The result should be the full listing copied exactly, with no pictures in it.

Data for processing: Begin

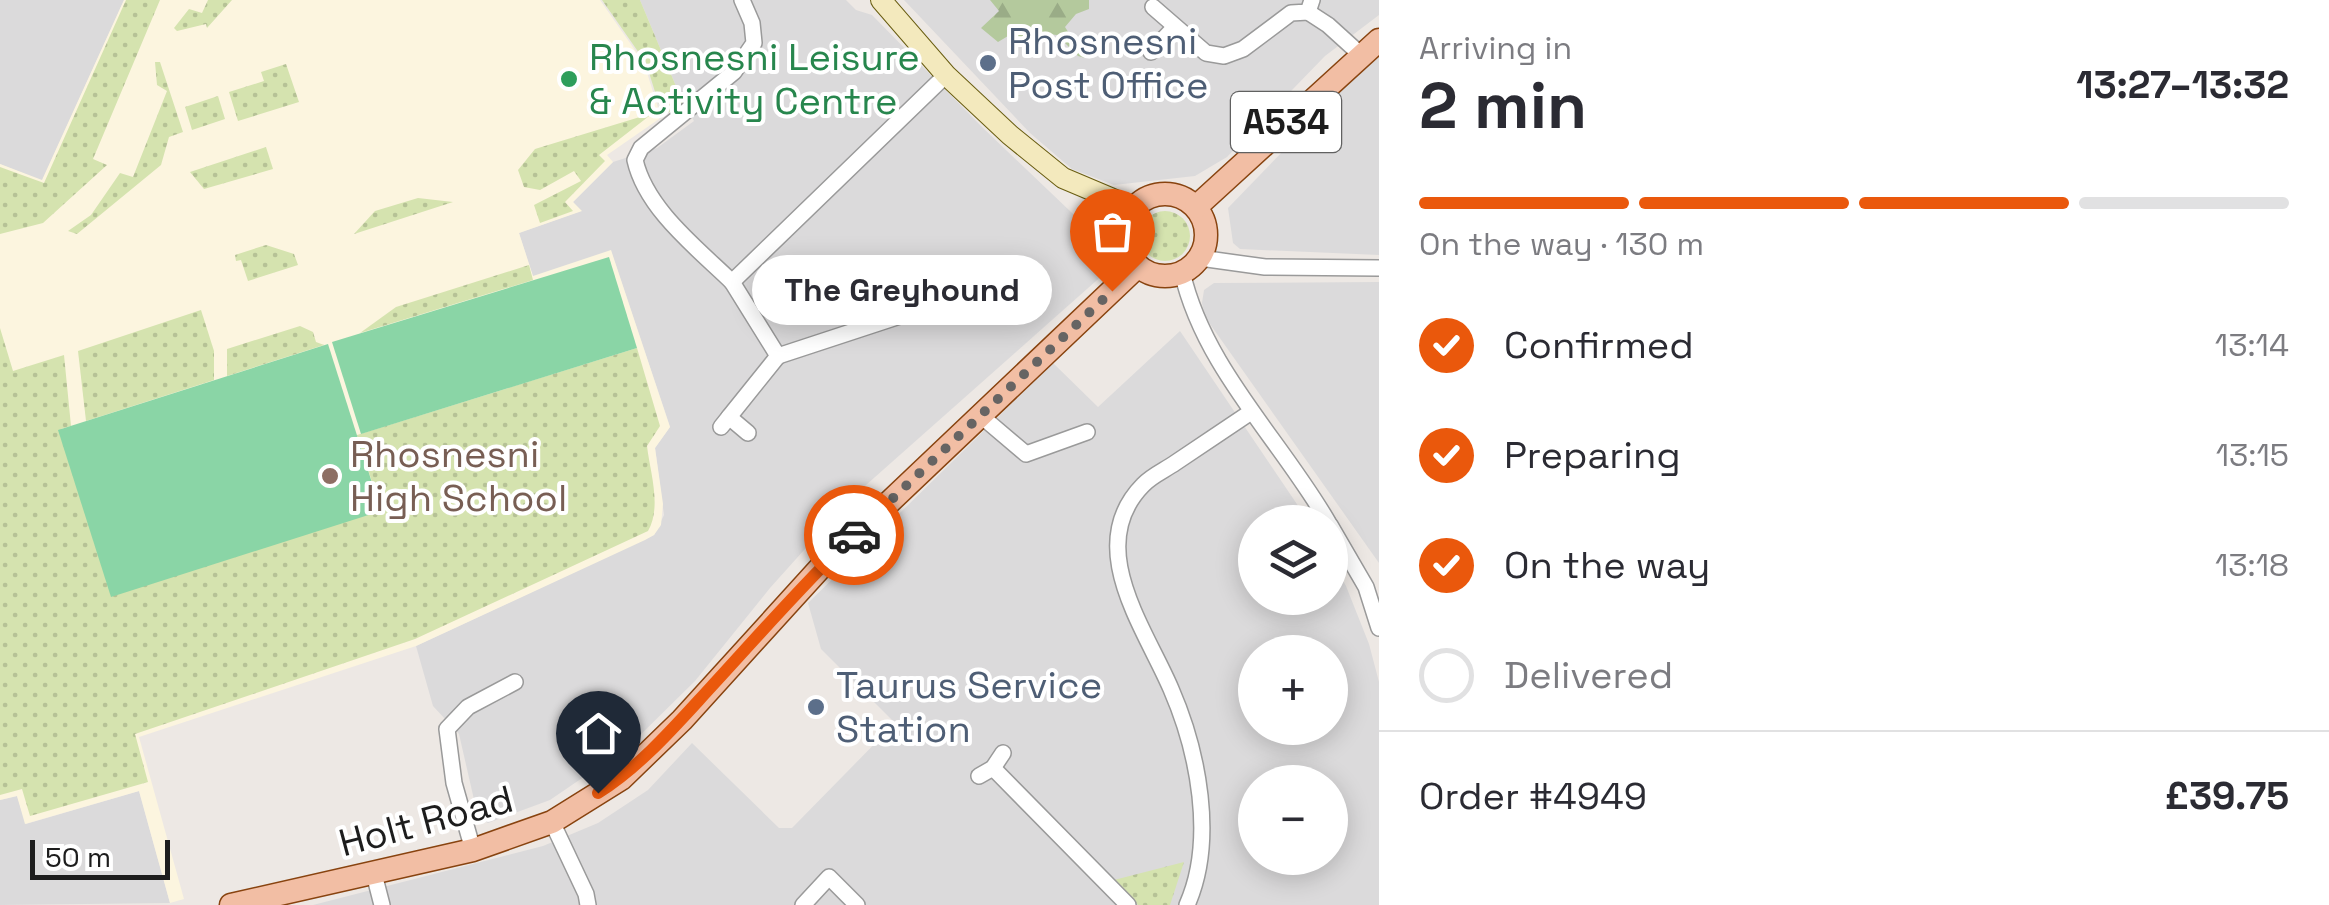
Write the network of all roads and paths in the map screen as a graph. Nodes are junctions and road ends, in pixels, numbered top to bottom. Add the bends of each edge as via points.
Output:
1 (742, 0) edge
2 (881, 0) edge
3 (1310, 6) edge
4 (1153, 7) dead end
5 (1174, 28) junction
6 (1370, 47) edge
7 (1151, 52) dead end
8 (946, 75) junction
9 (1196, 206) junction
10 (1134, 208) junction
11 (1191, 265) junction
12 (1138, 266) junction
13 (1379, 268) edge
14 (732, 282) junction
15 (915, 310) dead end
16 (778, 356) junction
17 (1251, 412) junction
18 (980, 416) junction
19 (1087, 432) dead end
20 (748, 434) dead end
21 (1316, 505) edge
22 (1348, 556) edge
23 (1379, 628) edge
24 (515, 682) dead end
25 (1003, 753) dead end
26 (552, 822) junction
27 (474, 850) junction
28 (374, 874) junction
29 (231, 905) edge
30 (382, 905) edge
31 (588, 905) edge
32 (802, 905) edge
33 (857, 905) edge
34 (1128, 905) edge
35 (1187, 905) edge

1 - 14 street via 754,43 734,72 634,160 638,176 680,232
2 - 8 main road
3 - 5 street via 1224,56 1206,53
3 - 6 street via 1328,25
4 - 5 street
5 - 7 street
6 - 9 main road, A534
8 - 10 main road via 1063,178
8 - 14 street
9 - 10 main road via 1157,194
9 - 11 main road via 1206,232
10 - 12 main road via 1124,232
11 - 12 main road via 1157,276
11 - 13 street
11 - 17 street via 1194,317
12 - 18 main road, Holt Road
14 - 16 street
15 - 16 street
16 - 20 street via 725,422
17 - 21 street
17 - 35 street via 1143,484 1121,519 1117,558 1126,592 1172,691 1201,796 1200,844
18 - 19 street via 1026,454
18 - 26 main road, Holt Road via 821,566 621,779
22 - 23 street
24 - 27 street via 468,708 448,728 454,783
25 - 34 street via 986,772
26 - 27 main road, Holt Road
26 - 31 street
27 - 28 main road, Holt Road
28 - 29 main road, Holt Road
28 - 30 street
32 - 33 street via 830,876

Data for processing: End

Task output:
Write the network of all roads and paths in the map screen as a graph. Nodes are junctions and road ends, in pixels, numbered top to bottom. Add the bends of each edge as via points.
Output:
1 (742, 0) edge
2 (881, 0) edge
3 (1310, 6) edge
4 (1153, 7) dead end
5 (1174, 28) junction
6 (1370, 47) edge
7 (1151, 52) dead end
8 (946, 75) junction
9 (1196, 206) junction
10 (1134, 208) junction
11 (1191, 265) junction
12 (1138, 266) junction
13 (1379, 268) edge
14 (732, 282) junction
15 (915, 310) dead end
16 (778, 356) junction
17 (1251, 412) junction
18 (980, 416) junction
19 (1087, 432) dead end
20 (748, 434) dead end
21 (1316, 505) edge
22 (1348, 556) edge
23 (1379, 628) edge
24 (515, 682) dead end
25 (1003, 753) dead end
26 (552, 822) junction
27 (474, 850) junction
28 (374, 874) junction
29 (231, 905) edge
30 (382, 905) edge
31 (588, 905) edge
32 (802, 905) edge
33 (857, 905) edge
34 (1128, 905) edge
35 (1187, 905) edge

1 - 14 street via 754,43 734,72 634,160 638,176 680,232
2 - 8 main road
3 - 5 street via 1224,56 1206,53
3 - 6 street via 1328,25
4 - 5 street
5 - 7 street
6 - 9 main road, A534
8 - 10 main road via 1063,178
8 - 14 street
9 - 10 main road via 1157,194
9 - 11 main road via 1206,232
10 - 12 main road via 1124,232
11 - 12 main road via 1157,276
11 - 13 street
11 - 17 street via 1194,317
12 - 18 main road, Holt Road
14 - 16 street
15 - 16 street
16 - 20 street via 725,422
17 - 21 street
17 - 35 street via 1143,484 1121,519 1117,558 1126,592 1172,691 1201,796 1200,844
18 - 19 street via 1026,454
18 - 26 main road, Holt Road via 821,566 621,779
22 - 23 street
24 - 27 street via 468,708 448,728 454,783
25 - 34 street via 986,772
26 - 27 main road, Holt Road
26 - 31 street
27 - 28 main road, Holt Road
28 - 29 main road, Holt Road
28 - 30 street
32 - 33 street via 830,876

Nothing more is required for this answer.